Wussten Sie, dass der König sogar ein Gedicht mir zu Ehren ersann? Er nannte mich den „Newton des Kochgeschirrs und den Cäsar des Bratenspießes“. „Was an Filets erfand schon dein Verstand, welche Pasteten formte deine Hand…“ Und so geht es ganze 16 Strophen weiter. Mir wurde ganz schwindlig, als ich es zum ersten Mal lesen durfte. Der König schmiedete die Verse als Lob auf meine „Bombe de Sardanapale“, ein mit Speck, Würstchen, Knoblauch und Safran gefüllter Kohlkopf. Man erkennt daran sofort, dass der König das deftige Essen liebte. Natürlich war sein Gaumen vorwiegend auf die französische Küche eingestellt. Er liebte alles Französische, gerade auch unsere Küche. Wie Sie an mir sehen, stammten seine bevorzugten Köche aus Frankreich, er hatte aber auch deutsche Küchenmeister in Diensten, sogar eine Bayerin habe ich erlebt. 
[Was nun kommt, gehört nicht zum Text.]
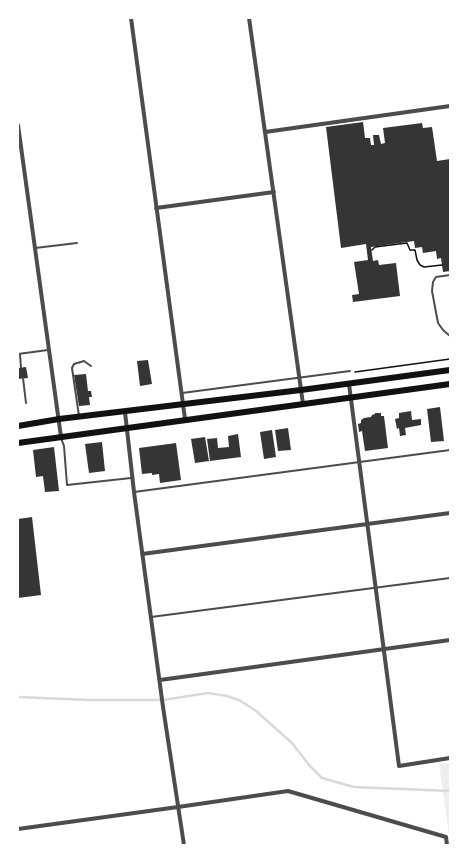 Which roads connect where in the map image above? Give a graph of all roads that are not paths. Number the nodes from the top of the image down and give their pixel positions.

Jetzt möchten Sie, dass ich über die Kartoffel spreche. Immerhin liegen ja ständig Kartoffeln auf dem Grabstein des Königs neben Schloss Sanssouci. Es soll ja sogar Menschen geben, die die „Pommes Fritz“, wie sie sie nennen, für eine Erfindung des Königs halten. Das kann nicht stimmen! Denn diese seltsamen Kartoffelstäbe heißen in Wirklichkeit „Pommes frites“ und das heißt „frittierte Kartoffeln“, also mit Öl vollgepumpt. Gelegentlich wird in Ihrer Zeit die Kartoffel als „Sättigungsbeilage“ bezeichnet. Glauben Sie im Ernst, bei einem acht- oder sogar zweiundzwanzig-gängigen Menü hätte irgendjemand an der Tafel von Schloss Sanssouci eine Sättigungsbeilage nötig gehabt? Ein Kartoffelgericht gab es bei uns nicht. Der König setzte sich doch nur so vehement für den Kartoffelanbau in Preußen ein, weil er Hungersnöte vermeiden wollte. Er fürchtete das Risiko des einseitigen Getreideanbaus. Nur eine einzige Missernte – und schon war die Katstrophe da. Wenn unterschiedliche Nahrungsmittel angebaut werden, sollte sich das Risiko verteilen. So einfach ist das.

Was aber mochte der König wirklich? Suppen und nochmals Suppen. Als Vorspeise drei hintereinander – das war nicht selten. Friedrich liebte den Gaumenkitzel. In frühen Jahren war es die Raffinesse der Speisen, die ihn erfreute. Im Laufe der Jahre wünschte er sich immer mehr Würze, um schließlich die richtig scharfen Speisen zu bevorzugen. Was er im Alter aß, war für einen normalen Gaumen bereits ungenießbar. Oder würden Sie sich Senf in den Kaffee rühren? In die Suppen gehörten jetzt immer mehr Ingwer, das Rindfleisch kochte ich in Branntwein und die Aalpasteten garnierte ich mit scharfem Paprika. Ich hätte solche Gerichte nie erfunden, wenn sie der König nicht höchstpersönlich befohlen hätte.